2. Description of the Prior Art
[0002] Rolling mill oil film bearings are typically held in place by lock assemblies that
are rotated into and out of mechanical interengagement with the roll necks. In the
larger size bearings, e.g., those with rolls measuring one and one half meters in
diameter and larger, lock rotation requires relatively large clearances between the
coacting roll neck and lock assembly surfaces, which in turn gives rise to a tendency
of the lock assemblies to tilt, misalign, and bind during mounting and dismounting.
This problem is further exacerbated by the weight of the larger lock assemblies, which
can exceed 900 kilograms.
[0003] The objective of the present invention is to ease the task of rotating the lock assemblies
into and out of mechanical interengagement with the roll necks by incorporating strategically
placed bearings that encourage proper alignment while avoiding the tendency of the
lock assemblies to tilt and bind.
SUMMARY OF THE INVENTION
[0004] In accordance with the present invention, an oil film bearing comprises a chock and
associated end plates forming a housing that contains both sleeve bearing and thrust
bearing components.

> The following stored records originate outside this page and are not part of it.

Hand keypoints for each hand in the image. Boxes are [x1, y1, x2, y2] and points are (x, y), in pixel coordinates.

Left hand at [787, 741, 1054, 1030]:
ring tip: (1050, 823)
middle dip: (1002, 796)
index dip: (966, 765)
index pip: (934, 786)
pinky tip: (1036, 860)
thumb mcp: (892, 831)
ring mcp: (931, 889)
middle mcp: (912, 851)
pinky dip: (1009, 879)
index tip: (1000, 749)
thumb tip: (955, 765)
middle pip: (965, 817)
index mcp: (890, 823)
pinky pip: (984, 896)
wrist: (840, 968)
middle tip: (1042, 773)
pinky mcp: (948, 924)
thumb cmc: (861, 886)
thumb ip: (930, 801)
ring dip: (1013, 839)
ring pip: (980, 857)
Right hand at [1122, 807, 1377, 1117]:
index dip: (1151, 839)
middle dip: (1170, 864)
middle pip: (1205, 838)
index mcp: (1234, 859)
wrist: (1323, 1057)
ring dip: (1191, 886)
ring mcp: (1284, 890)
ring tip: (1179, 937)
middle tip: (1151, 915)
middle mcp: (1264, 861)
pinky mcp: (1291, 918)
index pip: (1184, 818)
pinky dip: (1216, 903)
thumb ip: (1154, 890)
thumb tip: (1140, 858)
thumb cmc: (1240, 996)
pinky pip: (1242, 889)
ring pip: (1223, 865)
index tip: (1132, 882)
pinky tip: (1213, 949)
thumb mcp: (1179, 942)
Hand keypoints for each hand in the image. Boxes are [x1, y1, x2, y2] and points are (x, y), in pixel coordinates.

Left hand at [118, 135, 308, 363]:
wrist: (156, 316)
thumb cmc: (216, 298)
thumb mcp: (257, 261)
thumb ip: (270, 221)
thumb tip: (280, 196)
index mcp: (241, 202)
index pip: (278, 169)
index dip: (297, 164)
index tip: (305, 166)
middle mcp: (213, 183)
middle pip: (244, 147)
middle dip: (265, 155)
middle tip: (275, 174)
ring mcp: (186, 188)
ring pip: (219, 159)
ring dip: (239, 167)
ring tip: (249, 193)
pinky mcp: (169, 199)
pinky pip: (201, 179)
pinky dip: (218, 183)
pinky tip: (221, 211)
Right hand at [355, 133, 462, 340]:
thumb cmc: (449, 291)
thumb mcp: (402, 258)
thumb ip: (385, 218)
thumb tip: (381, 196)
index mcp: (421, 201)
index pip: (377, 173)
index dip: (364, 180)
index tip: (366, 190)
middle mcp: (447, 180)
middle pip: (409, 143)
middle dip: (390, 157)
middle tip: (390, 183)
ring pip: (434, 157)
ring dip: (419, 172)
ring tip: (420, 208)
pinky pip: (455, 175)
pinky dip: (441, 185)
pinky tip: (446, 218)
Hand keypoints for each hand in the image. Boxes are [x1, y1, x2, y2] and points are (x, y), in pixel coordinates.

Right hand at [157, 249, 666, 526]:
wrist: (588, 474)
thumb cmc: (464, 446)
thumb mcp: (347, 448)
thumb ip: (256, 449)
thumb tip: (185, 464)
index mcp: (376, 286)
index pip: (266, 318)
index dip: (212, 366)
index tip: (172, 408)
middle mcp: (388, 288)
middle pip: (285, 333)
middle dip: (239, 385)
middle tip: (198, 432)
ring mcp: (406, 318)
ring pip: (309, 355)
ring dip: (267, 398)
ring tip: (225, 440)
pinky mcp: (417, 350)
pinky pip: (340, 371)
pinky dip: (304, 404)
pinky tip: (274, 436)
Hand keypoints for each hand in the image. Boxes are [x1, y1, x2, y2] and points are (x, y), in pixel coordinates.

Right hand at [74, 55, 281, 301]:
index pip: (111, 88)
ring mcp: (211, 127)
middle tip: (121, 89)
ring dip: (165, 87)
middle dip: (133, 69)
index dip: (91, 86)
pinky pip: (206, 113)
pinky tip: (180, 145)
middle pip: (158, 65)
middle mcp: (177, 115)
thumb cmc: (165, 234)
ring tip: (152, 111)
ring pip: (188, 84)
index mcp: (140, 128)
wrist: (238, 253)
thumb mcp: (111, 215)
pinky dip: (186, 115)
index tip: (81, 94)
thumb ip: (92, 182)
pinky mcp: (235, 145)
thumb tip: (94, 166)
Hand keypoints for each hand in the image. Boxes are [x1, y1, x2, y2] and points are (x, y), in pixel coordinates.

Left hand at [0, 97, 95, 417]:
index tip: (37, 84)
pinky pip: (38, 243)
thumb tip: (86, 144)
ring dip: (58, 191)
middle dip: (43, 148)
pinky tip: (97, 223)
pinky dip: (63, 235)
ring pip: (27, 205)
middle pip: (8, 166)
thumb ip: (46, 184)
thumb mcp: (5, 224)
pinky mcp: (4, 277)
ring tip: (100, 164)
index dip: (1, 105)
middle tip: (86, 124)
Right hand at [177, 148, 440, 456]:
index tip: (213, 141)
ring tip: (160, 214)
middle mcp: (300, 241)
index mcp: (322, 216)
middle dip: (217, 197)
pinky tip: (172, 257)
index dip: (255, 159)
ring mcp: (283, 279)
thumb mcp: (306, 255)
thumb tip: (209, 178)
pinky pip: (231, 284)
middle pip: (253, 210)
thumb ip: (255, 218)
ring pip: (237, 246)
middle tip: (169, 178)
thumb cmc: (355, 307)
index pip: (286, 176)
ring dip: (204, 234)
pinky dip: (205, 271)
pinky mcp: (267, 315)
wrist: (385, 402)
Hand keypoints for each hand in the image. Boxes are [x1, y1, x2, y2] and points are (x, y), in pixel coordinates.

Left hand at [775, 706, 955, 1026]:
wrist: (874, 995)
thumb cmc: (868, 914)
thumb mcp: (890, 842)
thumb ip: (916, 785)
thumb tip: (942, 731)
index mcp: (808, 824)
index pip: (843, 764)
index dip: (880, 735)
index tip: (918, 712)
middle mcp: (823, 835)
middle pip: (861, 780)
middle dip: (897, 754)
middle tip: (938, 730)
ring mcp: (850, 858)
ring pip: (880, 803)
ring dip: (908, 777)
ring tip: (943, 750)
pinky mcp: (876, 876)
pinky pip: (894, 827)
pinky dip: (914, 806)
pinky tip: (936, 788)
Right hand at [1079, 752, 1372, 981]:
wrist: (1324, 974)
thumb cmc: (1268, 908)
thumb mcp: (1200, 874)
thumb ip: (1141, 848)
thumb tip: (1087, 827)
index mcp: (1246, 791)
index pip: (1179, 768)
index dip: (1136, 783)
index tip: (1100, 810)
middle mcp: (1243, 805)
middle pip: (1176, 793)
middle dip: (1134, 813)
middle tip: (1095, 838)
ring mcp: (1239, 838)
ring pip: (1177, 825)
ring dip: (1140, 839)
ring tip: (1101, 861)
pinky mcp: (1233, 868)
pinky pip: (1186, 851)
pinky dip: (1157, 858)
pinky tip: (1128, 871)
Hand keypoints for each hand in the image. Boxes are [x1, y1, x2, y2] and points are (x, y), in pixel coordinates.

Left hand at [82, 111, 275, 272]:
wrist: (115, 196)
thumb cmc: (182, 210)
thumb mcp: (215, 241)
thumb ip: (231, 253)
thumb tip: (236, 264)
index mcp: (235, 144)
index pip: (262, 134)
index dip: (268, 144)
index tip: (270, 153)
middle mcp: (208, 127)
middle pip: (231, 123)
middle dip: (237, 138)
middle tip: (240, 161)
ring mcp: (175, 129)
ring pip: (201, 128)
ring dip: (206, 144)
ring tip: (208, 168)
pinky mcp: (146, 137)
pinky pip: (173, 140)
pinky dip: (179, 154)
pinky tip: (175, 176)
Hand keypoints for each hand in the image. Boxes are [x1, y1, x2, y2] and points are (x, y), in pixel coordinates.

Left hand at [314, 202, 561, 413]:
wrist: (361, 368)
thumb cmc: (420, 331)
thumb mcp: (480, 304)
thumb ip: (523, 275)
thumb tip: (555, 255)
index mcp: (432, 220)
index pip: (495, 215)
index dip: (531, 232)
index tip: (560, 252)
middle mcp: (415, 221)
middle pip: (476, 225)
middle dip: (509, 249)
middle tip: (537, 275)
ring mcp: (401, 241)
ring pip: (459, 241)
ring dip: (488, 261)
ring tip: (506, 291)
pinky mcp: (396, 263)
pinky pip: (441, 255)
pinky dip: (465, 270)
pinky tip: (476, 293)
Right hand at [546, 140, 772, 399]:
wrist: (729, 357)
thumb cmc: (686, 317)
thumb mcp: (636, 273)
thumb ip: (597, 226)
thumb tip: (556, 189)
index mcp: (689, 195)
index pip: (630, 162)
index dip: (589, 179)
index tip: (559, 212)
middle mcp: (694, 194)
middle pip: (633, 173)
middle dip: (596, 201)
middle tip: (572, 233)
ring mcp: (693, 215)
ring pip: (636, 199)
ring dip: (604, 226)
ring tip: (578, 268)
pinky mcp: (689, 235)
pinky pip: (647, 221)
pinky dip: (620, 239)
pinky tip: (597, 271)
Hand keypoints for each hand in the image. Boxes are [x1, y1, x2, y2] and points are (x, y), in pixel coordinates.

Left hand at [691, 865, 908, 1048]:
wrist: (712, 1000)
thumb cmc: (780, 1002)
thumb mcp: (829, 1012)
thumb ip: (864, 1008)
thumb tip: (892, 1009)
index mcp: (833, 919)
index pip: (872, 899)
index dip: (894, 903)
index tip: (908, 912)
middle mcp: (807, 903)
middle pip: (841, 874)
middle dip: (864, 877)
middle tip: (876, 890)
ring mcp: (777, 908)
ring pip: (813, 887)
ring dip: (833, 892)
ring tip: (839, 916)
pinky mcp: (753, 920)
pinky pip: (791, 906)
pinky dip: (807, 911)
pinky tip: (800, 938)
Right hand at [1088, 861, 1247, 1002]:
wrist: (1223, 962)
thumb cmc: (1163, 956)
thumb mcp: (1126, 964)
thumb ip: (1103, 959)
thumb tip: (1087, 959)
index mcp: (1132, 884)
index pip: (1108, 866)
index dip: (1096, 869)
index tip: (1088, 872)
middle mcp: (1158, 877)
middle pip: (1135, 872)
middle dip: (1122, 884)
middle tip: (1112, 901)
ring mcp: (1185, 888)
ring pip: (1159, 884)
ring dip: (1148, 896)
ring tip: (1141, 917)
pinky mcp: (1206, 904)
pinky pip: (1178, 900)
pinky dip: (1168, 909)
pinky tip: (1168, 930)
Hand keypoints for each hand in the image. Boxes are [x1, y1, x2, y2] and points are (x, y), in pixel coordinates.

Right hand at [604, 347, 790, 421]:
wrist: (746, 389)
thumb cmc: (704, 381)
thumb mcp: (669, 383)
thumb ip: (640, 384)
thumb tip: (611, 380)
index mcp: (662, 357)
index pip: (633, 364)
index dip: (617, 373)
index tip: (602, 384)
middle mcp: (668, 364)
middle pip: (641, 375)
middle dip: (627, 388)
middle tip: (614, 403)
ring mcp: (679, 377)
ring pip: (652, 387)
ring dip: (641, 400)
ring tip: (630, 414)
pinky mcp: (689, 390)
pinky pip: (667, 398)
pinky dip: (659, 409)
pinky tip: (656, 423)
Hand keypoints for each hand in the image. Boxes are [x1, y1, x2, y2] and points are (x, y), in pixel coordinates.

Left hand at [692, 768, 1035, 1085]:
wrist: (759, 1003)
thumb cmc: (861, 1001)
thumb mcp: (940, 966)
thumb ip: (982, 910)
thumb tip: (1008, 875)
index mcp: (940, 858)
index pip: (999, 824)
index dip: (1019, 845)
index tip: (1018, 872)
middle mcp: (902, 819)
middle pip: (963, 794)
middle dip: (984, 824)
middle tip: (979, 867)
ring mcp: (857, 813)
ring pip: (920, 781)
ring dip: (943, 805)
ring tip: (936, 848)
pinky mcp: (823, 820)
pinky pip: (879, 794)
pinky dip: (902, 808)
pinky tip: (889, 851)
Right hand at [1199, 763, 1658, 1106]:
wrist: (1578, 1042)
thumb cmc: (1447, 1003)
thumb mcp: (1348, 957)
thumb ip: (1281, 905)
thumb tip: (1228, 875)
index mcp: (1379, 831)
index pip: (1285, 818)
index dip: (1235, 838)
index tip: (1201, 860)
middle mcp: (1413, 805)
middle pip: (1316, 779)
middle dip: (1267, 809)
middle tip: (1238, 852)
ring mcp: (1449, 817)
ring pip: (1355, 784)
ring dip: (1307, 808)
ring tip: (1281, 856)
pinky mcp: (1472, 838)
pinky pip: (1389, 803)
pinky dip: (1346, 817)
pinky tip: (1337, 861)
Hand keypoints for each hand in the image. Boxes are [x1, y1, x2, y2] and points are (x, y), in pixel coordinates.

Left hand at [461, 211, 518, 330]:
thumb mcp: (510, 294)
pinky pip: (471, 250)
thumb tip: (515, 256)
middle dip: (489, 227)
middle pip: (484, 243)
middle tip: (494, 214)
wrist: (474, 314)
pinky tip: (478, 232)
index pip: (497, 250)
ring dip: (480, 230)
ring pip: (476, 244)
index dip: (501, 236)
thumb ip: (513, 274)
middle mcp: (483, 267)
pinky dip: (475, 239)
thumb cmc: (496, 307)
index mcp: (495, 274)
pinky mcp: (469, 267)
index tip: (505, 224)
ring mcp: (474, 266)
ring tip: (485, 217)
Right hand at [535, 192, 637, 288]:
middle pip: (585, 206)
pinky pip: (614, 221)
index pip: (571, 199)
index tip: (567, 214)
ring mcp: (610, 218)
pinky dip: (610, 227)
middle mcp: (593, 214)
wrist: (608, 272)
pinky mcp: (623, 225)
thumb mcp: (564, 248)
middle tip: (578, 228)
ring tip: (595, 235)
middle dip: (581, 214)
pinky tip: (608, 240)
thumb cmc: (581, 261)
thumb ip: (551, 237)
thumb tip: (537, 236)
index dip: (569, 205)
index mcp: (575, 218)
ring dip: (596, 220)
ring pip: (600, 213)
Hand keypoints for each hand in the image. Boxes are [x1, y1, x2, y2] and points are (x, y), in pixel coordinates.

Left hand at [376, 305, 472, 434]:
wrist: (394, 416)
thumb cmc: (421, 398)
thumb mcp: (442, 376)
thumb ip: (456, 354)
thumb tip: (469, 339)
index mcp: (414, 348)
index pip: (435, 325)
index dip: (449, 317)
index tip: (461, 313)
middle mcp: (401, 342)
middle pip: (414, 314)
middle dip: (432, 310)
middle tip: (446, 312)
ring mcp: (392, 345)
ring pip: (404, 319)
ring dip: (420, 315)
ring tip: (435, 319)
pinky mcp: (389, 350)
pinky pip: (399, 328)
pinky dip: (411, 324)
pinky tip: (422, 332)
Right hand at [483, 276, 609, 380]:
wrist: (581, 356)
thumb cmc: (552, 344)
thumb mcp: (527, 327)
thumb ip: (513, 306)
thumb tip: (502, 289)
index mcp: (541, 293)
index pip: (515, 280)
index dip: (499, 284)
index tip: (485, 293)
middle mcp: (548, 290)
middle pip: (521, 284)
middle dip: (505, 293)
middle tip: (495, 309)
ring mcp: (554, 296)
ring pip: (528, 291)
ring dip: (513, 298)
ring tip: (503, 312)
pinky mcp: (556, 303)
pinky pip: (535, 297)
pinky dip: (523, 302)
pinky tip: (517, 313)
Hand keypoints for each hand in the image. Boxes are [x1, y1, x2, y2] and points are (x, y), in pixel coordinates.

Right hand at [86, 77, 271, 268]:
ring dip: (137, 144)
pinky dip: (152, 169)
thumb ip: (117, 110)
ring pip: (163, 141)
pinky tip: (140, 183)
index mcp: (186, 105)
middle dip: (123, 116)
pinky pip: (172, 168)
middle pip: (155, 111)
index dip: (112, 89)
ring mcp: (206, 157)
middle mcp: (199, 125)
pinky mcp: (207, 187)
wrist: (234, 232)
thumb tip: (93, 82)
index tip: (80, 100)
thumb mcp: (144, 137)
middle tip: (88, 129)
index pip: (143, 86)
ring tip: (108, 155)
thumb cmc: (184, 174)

A circular lock assembly coacts with the thrust bearing component
to axially retain the oil film bearing on the roll neck. The lock assembly is rotatable
into and out of mechanical interengagement with the roll neck. First bearing elements
are carried by and project inwardly from the lock assembly to contact a surface of
the roll neck at a first location. Second bearing elements project inwardly from a
chock end plate of the housing to contact an outer surface of the lock assembly at
a second location spaced axially from the first location. The first and second bearing
elements encourage proper alignment of the lock assembly on the roll neck, thus avoiding
or at least significantly minimizing the tendency of the lock assembly to tilt and
bind during mounting and dismounting.
[0005] Preferably, said first bearing elements comprise ball-type bearings.
[0006] Preferably, said second bearing elements comprise roller-type bearings.
[0007] According to anther preferred embodiment, said second bearing elements are urged
radially inwardly by resilient force exerting means.
[0008] According to anther preferred embodiment, said second bearing elements are carried
on an arcuate platform acted upon by said resilient force exerting means.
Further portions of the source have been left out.